ACTIVITY:
Scan the data below. Pull out each line where "General" occurs.

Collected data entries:
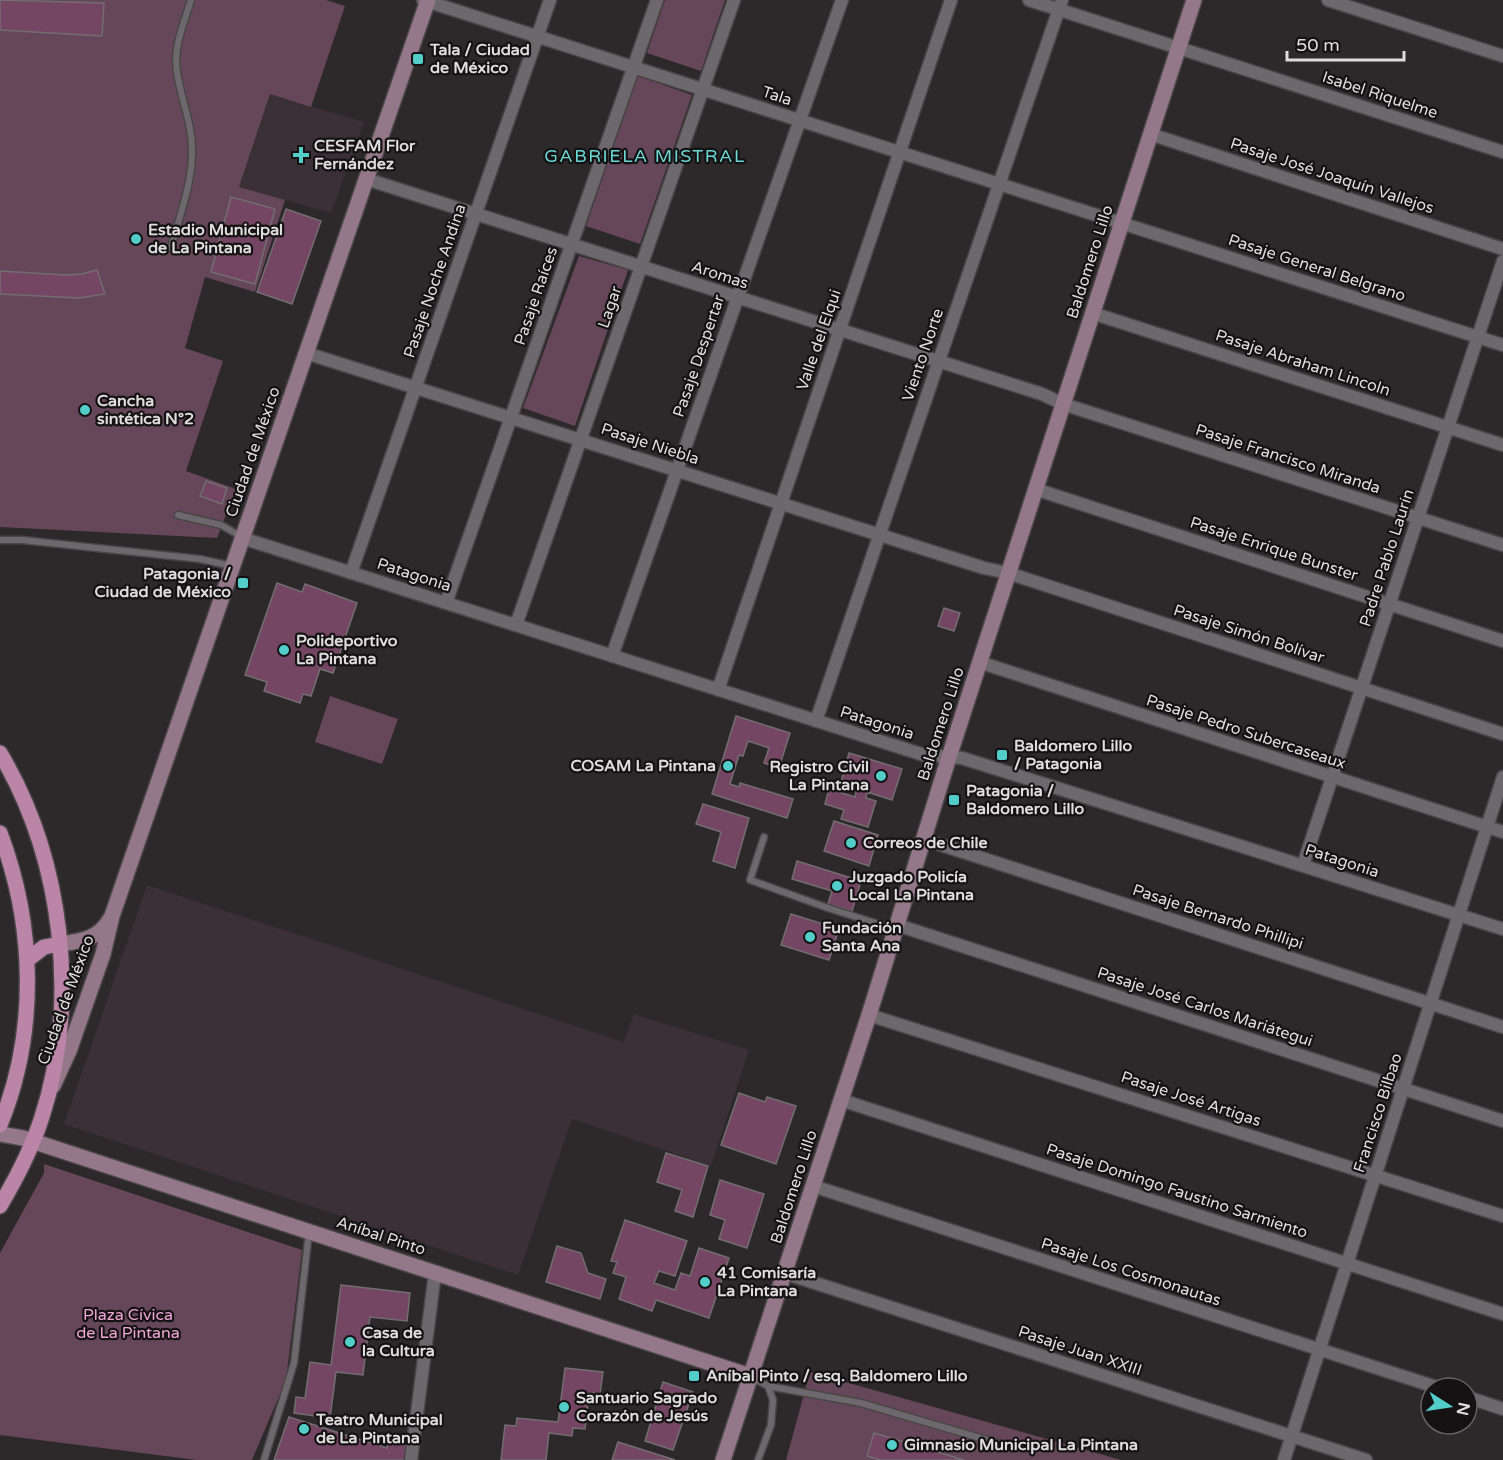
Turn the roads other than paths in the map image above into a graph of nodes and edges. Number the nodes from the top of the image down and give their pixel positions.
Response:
1 (191, 0) edge
2 (550, 0) edge
3 (657, 0) edge
4 (734, 0) edge
5 (842, 0) edge
6 (951, 0) edge
7 (1029, 0) edge
8 (1194, 0) edge
9 (1328, 0) edge
10 (426, 1) edge
11 (1060, 5) edge
12 (538, 36) junction
13 (1178, 48) junction
14 (1503, 56) edge
15 (634, 67) junction
16 (703, 89) junction
17 (800, 120) junction
18 (1150, 134) junction
19 (900, 152) junction
20 (1503, 152) edge
21 (366, 179) junction
22 (999, 184) junction
23 (476, 214) junction
24 (1121, 224) junction
25 (572, 245) junction
26 (171, 248) dead end
27 (1503, 249) edge
28 (1503, 261) edge
29 (641, 267) junction
30 (738, 298) junction
31 (1092, 313) junction
32 (840, 330) junction
33 (1478, 336) junction
34 (1503, 345) edge
35 (306, 353) junction
36 (939, 362) junction
37 (416, 387) junction
38 (1063, 404) junction
39 (511, 418) junction
40 (1448, 427) junction
41 (581, 440) junction
42 (1503, 445) edge
43 (677, 470) junction
44 (1035, 489) junction
45 (781, 503) junction
46 (178, 515) dead end
47 (1417, 518) junction
48 (880, 534) junction
49 (242, 538) junction
50 (0, 540) edge
51 (1503, 545) edge
52 (232, 567) junction
53 (984, 568) joint
54 (351, 573) junction
55 (1008, 573) junction
56 (446, 603) junction
57 (1389, 604) junction
58 (516, 625) junction
59 (1503, 641) edge
60 (612, 656) junction
61 (979, 662) junction
62 (1361, 688) junction
63 (718, 690) junction
64 (816, 721) junction
65 (1503, 734) edge
66 (0, 753) edge
67 (949, 757) junction
68 (1331, 776) junction
69 (1503, 777) edge
70 (1487, 827) junction
71 (1503, 832) edge
72 (0, 833) edge
73 (764, 837) dead end
74 (924, 839) junction
75 (1302, 865) junction
76 (1459, 915) junction
77 (112, 916) junction
78 (897, 927) junction
79 (1503, 929) edge
80 (60, 944) junction
81 (27, 960) junction
82 (1430, 1003) junction
83 (869, 1015) junction
84 (1503, 1027) edge
85 (1403, 1089) junction
86 (48, 1094) junction
87 (841, 1100) junction
88 (1503, 1121) edge
89 (0, 1125) edge
90 (0, 1134) edge
91 (33, 1141) junction
92 (1375, 1175) junction
93 (813, 1186) junction
94 (0, 1206) edge
95 (1503, 1216) edge
96 (309, 1232) junction
97 (1347, 1264) junction
98 (435, 1273) junction
99 (784, 1273) junction
100 (1503, 1314) edge
101 (1319, 1350) junction
102 (750, 1376) junction
103 (1419, 1382) edge
104 (768, 1386) junction
105 (1479, 1401) edge
106 (1503, 1409) edge
107 (1291, 1436) junction
108 (1004, 1445) dead end
109 (264, 1460) edge
110 (411, 1460) edge
111 (723, 1460) edge
112 (758, 1460) edge
113 (1284, 1460) edge
114 (1366, 1460) edge

1 - 26 lane
2 - 12 street, Pasaje Noche Andina
3 - 15 street, Pasaje Raíces
4 - 16 street, Lagar
5 - 17 street, Pasaje Despertar
6 - 19 street, Valle del Elqui
7 - 11 street, Isabel Riquelme
8 - 13 street, Baldomero Lillo
9 - 14 street
10 - 12 street, Tala
10 - 21 street, Ciudad de México
11 - 13 street, Isabel Riquelme
11 - 22 street, Viento Norte
12 - 15 street, Tala
12 - 23 street, Pasaje Noche Andina
13 - 18 street, Baldomero Lillo
13 - 20 street, Isabel Riquelme
15 - 16 street, Tala
15 - 25 street, Pasaje Raíces
16 - 17 street, Tala
16 - 29 street, Lagar
17 - 19 street, Tala
17 - 30 street, Pasaje Despertar
18 - 24 street, Baldomero Lillo
18 - 27 street, Pasaje José Joaquín Vallejos
19 - 22 street, Tala
19 - 32 street, Valle del Elqui
21 - 23 street, Aromas
21 - 35 street, Ciudad de México
22 - 24 street, Tala
22 - 36 street, Viento Norte
23 - 25 street, Aromas
23 - 37 street, Pasaje Noche Andina
24 - 31 street, Baldomero Lillo
24 - 33 street, Pasaje General Belgrano
25 - 29 street, Aromas
25 - 39 street, Pasaje Raíces
28 - 33 street, Padre Pablo Laurín
29 - 30 street, Aromas
29 - 41 street, Lagar
30 - 32 street, Aromas
30 - 43 street, Pasaje Despertar
31 - 38 street, Baldomero Lillo
31 - 40 street, Pasaje Abraham Lincoln
32 - 36 street, Aromas
32 - 45 street, Valle del Elqui
33 - 34 street, Pasaje General Belgrano
33 - 40 street, Padre Pablo Laurín
35 - 37 street, Pasaje Niebla
35 - 49 street, Ciudad de México
36 - 38 street, Aromas
36 - 48 street, Viento Norte
37 - 39 street, Pasaje Niebla
37 - 54 street, Pasaje Noche Andina
38 - 44 street, Baldomero Lillo
38 - 47 street, Pasaje Francisco Miranda
39 - 41 street, Pasaje Niebla
39 - 56 street, Pasaje Raíces
40 - 42 street, Pasaje Abraham Lincoln
40 - 47 street, Padre Pablo Laurín
41 - 43 street, Pasaje Niebla
41 - 58 street, Lagar
43 - 45 street, Pasaje Niebla
43 - 60 street, Pasaje Despertar
44 - 55 street, Baldomero Lillo
44 - 57 street, Pasaje Enrique Bunster
45 - 48 street, Pasaje Niebla
45 - 63 street, Valle del Elqui
46 - 49 lane
47 - 51 street, Pasaje Francisco Miranda
47 - 57 street, Padre Pablo Laurín
48 - 53 street, Pasaje Niebla
48 - 64 street, Viento Norte
49 - 52 street, Ciudad de México
49 - 54 street, Patagonia
50 - 52 lane
52 - 77 street, Ciudad de México
53 - 55 street, Pasaje Simón Bolívar
54 - 56 street, Patagonia
55 - 61 street, Baldomero Lillo
55 - 62 street, Pasaje Simón Bolívar
56 - 58 street, Patagonia
57 - 59 street, Pasaje Enrique Bunster
57 - 62 street, Padre Pablo Laurín
58 - 60 street, Patagonia
60 - 63 street, Patagonia
61 - 67 street, Baldomero Lillo
61 - 68 street, Pasaje Pedro Subercaseaux
62 - 65 street, Pasaje Simón Bolívar
62 - 68 street, Padre Pablo Laurín
63 - 64 street, Patagonia
64 - 67 street, Patagonia
66 - 80 main road
67 - 74 street, Baldomero Lillo
67 - 75 street, Patagonia
68 - 70 street, Pasaje Pedro Subercaseaux
68 - 75 street, Padre Pablo Laurín
69 - 70 street, Francisco Bilbao
70 - 71 street, Pasaje Pedro Subercaseaux
70 - 76 street, Francisco Bilbao
72 - 81 main road
73 - 78 lane
74 - 78 street, Baldomero Lillo
74 - 82 street, Pasaje Bernardo Phillipi
75 - 76 street, Patagonia
76 - 79 street, Patagonia
76 - 82 street, Francisco Bilbao
77 - 80 street, Ciudad de México
77 - 86 street, Ciudad de México
78 - 83 street, Baldomero Lillo
78 - 85 street, Pasaje José Carlos Mariátegui
80 - 81 main road
80 - 86 main road
81 - 89 main road
82 - 84 street, Pasaje Bernardo Phillipi
82 - 85 street, Francisco Bilbao
83 - 87 street, Baldomero Lillo
83 - 92 street, Pasaje José Artigas
85 - 88 street, Pasaje José Carlos Mariátegui
85 - 92 street, Francisco Bilbao
86 - 91 main road
87 - 93 street, Baldomero Lillo
87 - 97 street, Pasaje Domingo Faustino Sarmiento
90 - 91 street, Aníbal Pinto
91 - 94 main road
91 - 96 street, Aníbal Pinto
92 - 95 street, Pasaje José Artigas
92 - 97 street, Francisco Bilbao
93 - 99 street, Baldomero Lillo
93 - 101 street, Pasaje Los Cosmonautas
96 - 98 street, Aníbal Pinto
96 - 109 lane
97 - 100 street, Pasaje Domingo Faustino Sarmiento
97 - 101 street, Francisco Bilbao
98 - 102 street, Aníbal Pinto
98 - 110 street
99 - 102 street, Baldomero Lillo
99 - 107 street, Pasaje Juan XXIII
101 - 103 street, Pasaje Los Cosmonautas
101 - 107 street, Francisco Bilbao
102 - 104 lane
102 - 111 street, Baldomero Lillo
104 - 108 lane
104 - 112 lane
105 - 106 street
107 - 113 street, Francisco Bilbao
107 - 114 street, Pasaje Juan XXIII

SOLUTION:
24 - 33 street, Pasaje General Belgrano
33 - 34 street, Pasaje General Belgrano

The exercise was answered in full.